- [PROVIDED ENTRIES]:
_____

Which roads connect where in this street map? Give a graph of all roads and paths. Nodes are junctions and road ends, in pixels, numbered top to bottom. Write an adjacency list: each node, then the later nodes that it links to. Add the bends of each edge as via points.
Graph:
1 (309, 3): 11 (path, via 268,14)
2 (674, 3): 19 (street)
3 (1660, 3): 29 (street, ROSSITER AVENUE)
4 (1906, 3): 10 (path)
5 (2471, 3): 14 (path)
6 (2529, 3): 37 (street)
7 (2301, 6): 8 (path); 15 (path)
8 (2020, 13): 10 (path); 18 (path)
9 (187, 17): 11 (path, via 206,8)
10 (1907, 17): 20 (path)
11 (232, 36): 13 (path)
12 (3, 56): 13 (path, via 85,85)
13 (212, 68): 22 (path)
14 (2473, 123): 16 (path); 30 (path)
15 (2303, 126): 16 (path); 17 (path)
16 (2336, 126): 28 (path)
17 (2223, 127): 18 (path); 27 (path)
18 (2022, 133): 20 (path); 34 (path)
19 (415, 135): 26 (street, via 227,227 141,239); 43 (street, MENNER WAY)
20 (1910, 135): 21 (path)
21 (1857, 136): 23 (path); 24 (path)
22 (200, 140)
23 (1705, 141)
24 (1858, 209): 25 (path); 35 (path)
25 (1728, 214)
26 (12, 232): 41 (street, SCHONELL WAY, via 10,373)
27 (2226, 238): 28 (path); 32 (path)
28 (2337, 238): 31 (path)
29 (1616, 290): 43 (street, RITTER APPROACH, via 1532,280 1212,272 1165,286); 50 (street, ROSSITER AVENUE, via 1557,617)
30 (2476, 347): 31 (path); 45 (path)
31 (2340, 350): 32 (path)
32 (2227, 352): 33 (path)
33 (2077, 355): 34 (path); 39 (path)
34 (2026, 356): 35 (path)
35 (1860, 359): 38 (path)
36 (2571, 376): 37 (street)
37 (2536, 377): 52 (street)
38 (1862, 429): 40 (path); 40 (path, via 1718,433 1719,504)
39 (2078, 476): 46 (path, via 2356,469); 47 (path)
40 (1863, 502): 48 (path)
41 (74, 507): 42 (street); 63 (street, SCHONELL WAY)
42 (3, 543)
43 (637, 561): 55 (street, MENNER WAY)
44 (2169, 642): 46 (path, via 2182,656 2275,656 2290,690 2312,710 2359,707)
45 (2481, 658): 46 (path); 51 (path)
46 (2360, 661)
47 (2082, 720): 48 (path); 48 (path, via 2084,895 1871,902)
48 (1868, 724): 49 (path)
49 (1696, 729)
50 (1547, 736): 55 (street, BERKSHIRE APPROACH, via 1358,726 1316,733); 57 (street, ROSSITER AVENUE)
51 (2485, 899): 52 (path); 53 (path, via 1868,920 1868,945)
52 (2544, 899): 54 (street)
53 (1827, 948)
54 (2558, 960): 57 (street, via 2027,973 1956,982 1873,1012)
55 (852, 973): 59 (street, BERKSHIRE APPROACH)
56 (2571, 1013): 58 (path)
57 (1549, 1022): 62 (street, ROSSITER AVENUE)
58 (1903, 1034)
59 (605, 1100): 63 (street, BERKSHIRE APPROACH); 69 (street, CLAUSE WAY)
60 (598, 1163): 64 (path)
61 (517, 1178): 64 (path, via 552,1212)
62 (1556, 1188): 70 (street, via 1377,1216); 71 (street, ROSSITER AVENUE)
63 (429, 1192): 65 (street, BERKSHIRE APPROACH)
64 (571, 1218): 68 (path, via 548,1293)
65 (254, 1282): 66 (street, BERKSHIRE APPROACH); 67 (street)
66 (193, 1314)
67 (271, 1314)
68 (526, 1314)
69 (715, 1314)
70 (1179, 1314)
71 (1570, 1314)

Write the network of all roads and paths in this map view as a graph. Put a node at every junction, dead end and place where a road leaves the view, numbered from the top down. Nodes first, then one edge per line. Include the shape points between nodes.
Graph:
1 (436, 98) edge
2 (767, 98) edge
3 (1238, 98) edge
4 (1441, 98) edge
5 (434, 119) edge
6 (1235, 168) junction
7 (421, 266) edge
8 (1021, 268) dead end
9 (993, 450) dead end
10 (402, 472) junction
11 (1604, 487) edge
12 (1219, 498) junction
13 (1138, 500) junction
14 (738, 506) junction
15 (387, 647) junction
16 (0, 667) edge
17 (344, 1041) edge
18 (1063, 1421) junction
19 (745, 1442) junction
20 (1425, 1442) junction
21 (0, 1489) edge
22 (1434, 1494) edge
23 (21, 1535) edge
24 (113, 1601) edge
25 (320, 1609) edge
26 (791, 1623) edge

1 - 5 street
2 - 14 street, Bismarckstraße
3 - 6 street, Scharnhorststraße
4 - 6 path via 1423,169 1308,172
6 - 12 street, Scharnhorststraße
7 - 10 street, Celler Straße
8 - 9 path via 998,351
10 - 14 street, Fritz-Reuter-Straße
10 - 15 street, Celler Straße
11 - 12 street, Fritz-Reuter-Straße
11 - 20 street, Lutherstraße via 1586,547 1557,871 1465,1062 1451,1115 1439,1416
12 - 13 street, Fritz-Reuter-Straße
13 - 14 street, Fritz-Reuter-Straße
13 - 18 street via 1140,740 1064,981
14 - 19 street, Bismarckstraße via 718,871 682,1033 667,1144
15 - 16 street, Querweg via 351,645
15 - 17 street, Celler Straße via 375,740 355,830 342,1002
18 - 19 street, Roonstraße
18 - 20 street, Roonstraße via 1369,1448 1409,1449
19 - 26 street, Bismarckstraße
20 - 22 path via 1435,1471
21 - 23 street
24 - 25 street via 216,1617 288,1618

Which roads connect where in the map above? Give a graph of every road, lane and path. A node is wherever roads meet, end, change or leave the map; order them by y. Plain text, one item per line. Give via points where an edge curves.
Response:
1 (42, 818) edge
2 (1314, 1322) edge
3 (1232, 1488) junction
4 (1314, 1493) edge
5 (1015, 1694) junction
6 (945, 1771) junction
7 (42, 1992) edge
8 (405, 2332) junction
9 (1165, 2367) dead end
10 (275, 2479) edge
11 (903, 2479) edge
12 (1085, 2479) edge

_____

- [ASSIGNMENT]: Copy out, from the material above, each line where the word "Nodes" is present.

- [OUTPUT OF THE EXERCISE]:
Which roads connect where in this street map? Give a graph of all roads and paths. Nodes are junctions and road ends, in pixels, numbered top to bottom. Write an adjacency list: each node, then the later nodes that it links to. Add the bends of each edge as via points.
Write the network of all roads and paths in this map view as a graph. Put a node at every junction, dead end and place where a road leaves the view, numbered from the top down. Nodes first, then one edge per line. Include the shape points between nodes.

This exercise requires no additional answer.